How to get past the first roadblocks. Experience, success, attitude, excellent communication skills and the ability to lead are the biggest qualifiers for the best project managers. That can be all experience, experience plus training and certification, or maybe just some experience and certification. You don't need to list 40 projects that you've excelled on – one or two will do. And take liberties... make them sound as good as they really are because full-on project successes are hard to come by. It doesn't matter if it was a $50,000 implementation or a $5 million implementation, you still succeed and that's what's important. You led a very successful project, own it.

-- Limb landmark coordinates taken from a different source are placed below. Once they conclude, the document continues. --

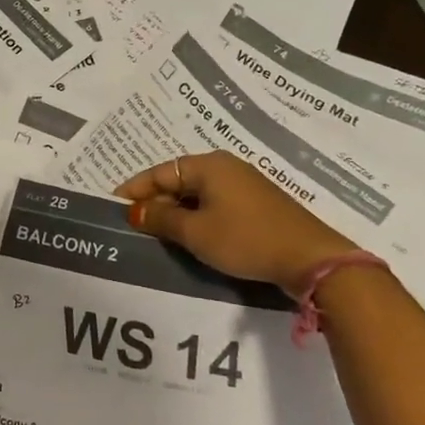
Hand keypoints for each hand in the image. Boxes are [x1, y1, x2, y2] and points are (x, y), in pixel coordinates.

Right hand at [116, 150, 357, 294]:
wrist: (311, 260)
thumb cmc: (246, 239)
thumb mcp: (196, 232)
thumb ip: (161, 219)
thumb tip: (135, 211)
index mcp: (209, 165)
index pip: (159, 172)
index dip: (134, 190)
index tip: (112, 207)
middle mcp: (226, 168)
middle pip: (178, 181)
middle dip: (154, 202)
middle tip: (133, 226)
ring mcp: (244, 186)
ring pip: (196, 195)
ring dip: (175, 213)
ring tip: (156, 235)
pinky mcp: (256, 206)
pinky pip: (214, 205)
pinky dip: (196, 218)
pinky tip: (189, 237)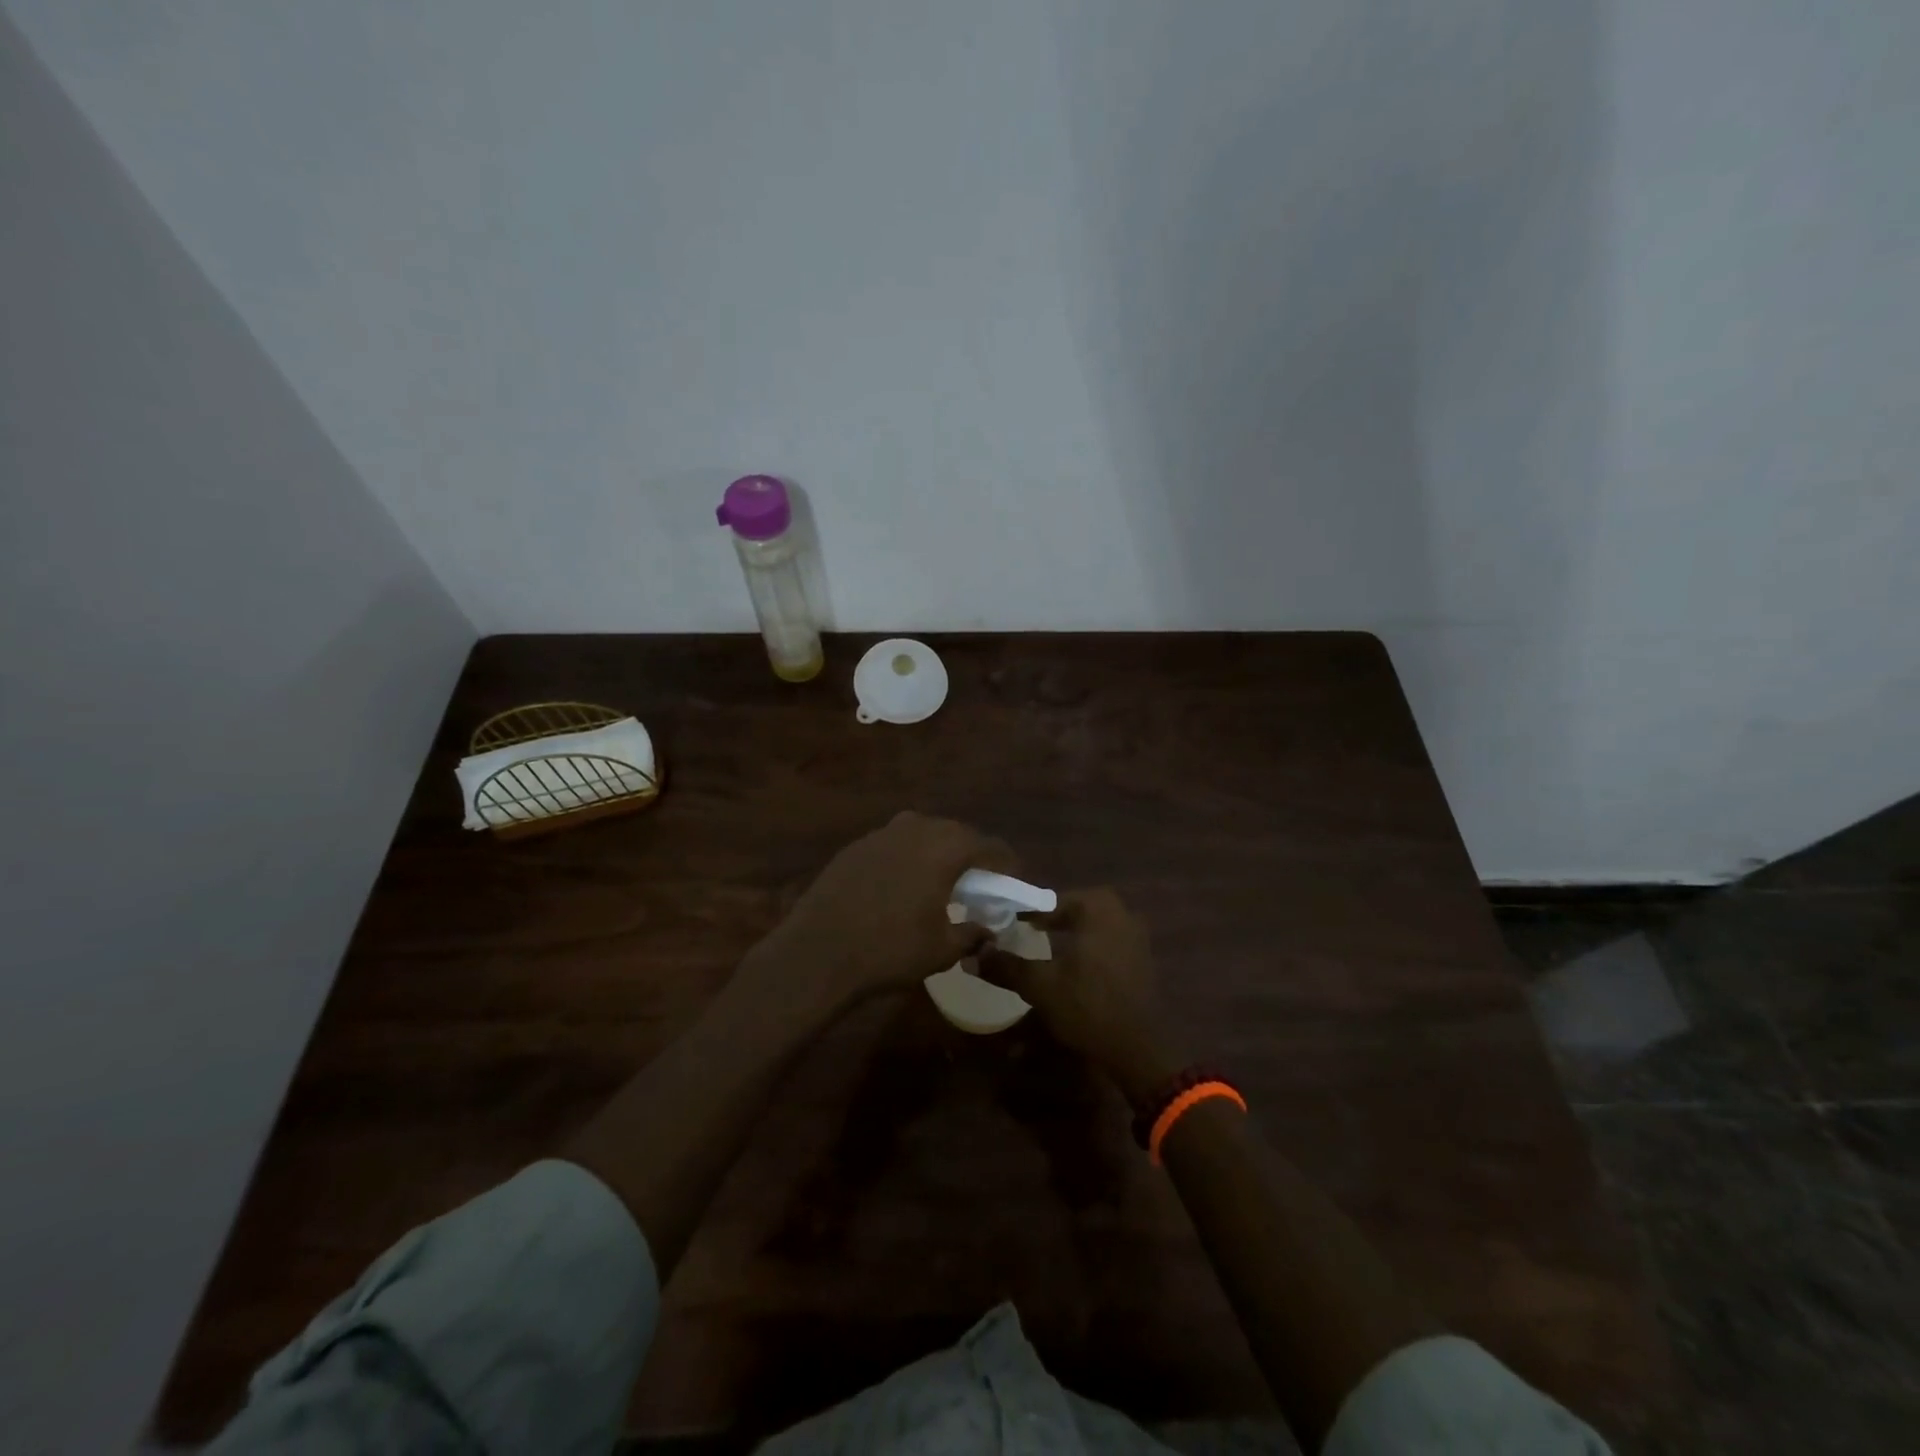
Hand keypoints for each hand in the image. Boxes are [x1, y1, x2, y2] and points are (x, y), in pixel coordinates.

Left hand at [745, 811, 1015, 1015]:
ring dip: (940, 851)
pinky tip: (904, 883)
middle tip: (981, 880)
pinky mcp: (856, 846)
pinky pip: (896, 843)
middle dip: (973, 854)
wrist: (817, 952)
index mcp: (944, 848)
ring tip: (943, 879)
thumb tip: (988, 929)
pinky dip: (910, 856)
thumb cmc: (889, 950)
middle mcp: (916, 829)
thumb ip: (973, 934)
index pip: (989, 846)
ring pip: (924, 833)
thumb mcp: (942, 949)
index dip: (1007, 863)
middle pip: (957, 833)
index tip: (1015, 880)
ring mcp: (881, 834)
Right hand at [983, 887, 1180, 1102]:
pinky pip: (1108, 940)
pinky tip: (1073, 966)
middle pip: (1076, 907)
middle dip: (1052, 917)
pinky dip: (1089, 947)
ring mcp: (1136, 935)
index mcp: (1098, 908)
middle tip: (1027, 931)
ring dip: (1071, 931)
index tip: (1007, 922)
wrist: (1136, 1049)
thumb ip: (1006, 966)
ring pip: (1094, 923)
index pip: (1052, 900)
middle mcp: (1121, 913)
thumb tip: (973, 955)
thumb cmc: (1087, 1007)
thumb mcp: (1039, 986)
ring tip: (1046, 946)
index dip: (1027, 912)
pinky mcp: (1142, 958)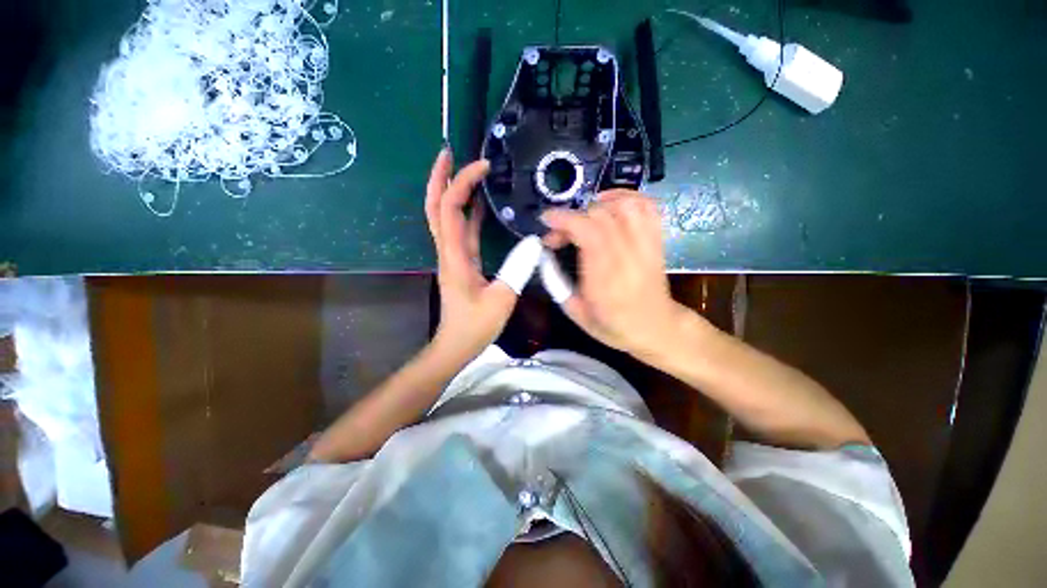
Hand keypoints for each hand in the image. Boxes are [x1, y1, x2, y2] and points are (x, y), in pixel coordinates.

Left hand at [425, 149, 517, 365]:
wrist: (456, 344)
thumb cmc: (475, 325)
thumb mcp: (502, 299)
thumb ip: (518, 269)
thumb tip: (534, 242)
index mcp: (455, 255)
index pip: (450, 209)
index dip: (462, 183)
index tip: (482, 167)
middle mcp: (448, 250)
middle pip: (435, 206)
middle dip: (439, 176)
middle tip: (449, 151)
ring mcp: (452, 255)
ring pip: (444, 216)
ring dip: (450, 191)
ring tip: (465, 169)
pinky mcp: (460, 261)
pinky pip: (459, 230)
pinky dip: (466, 212)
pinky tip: (479, 203)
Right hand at [541, 190, 687, 357]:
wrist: (655, 328)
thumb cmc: (612, 325)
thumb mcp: (575, 312)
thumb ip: (556, 283)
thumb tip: (544, 255)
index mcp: (606, 278)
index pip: (587, 233)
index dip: (564, 220)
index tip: (546, 220)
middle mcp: (628, 256)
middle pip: (601, 216)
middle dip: (572, 217)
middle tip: (560, 233)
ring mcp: (646, 246)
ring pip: (625, 206)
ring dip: (597, 205)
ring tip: (583, 217)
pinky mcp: (656, 240)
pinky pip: (647, 206)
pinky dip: (626, 197)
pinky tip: (610, 206)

And in terms of experience, be general not specific. Eventually they'll find out how old or young you are. Your goal is to get in the door and make them want you for you, not your age. So if have a million years of experience, don't say that because it won't necessarily impress them. If you have 30 years experience, tell them in the application or cover letter that you have 20+ years of experience or maybe even 15+ years of experience. It's the same thing. Likewise, if they are asking for 10 years of experience and you 8, don't address that. They'll figure it out on their own. Don't lie about your experience – ever. But don't flag it either if it can be a negative. Make them want you for you and what you bring to the table, not your age. They'll figure it out eventually, but by that time they will already be hooked on what you have already done and can likely do for their organization.
Summary / call for input
So you may be too old or too young – which you aren't... experience, success, training, certification, best practices, a good team... these are all ingredients to success that have little or nothing to do with age. Age is an excuse for the lazy and ignorant hiring individuals. By looking at age – either young or old - they are likely overlooking the best candidates available in an effort to make their own hiring jobs easier and their candidate pool smaller. It's sloppy and it's the reason why some projects – and project management offices – ultimately fail. They weren't built with the best available.
Readers – what is your take. Have you been deemed too you or too old for a project or a job or by a hiring supervisor? Maybe not outright told that is the reason, but you have reason to believe this is true. Please share your thoughts and discuss.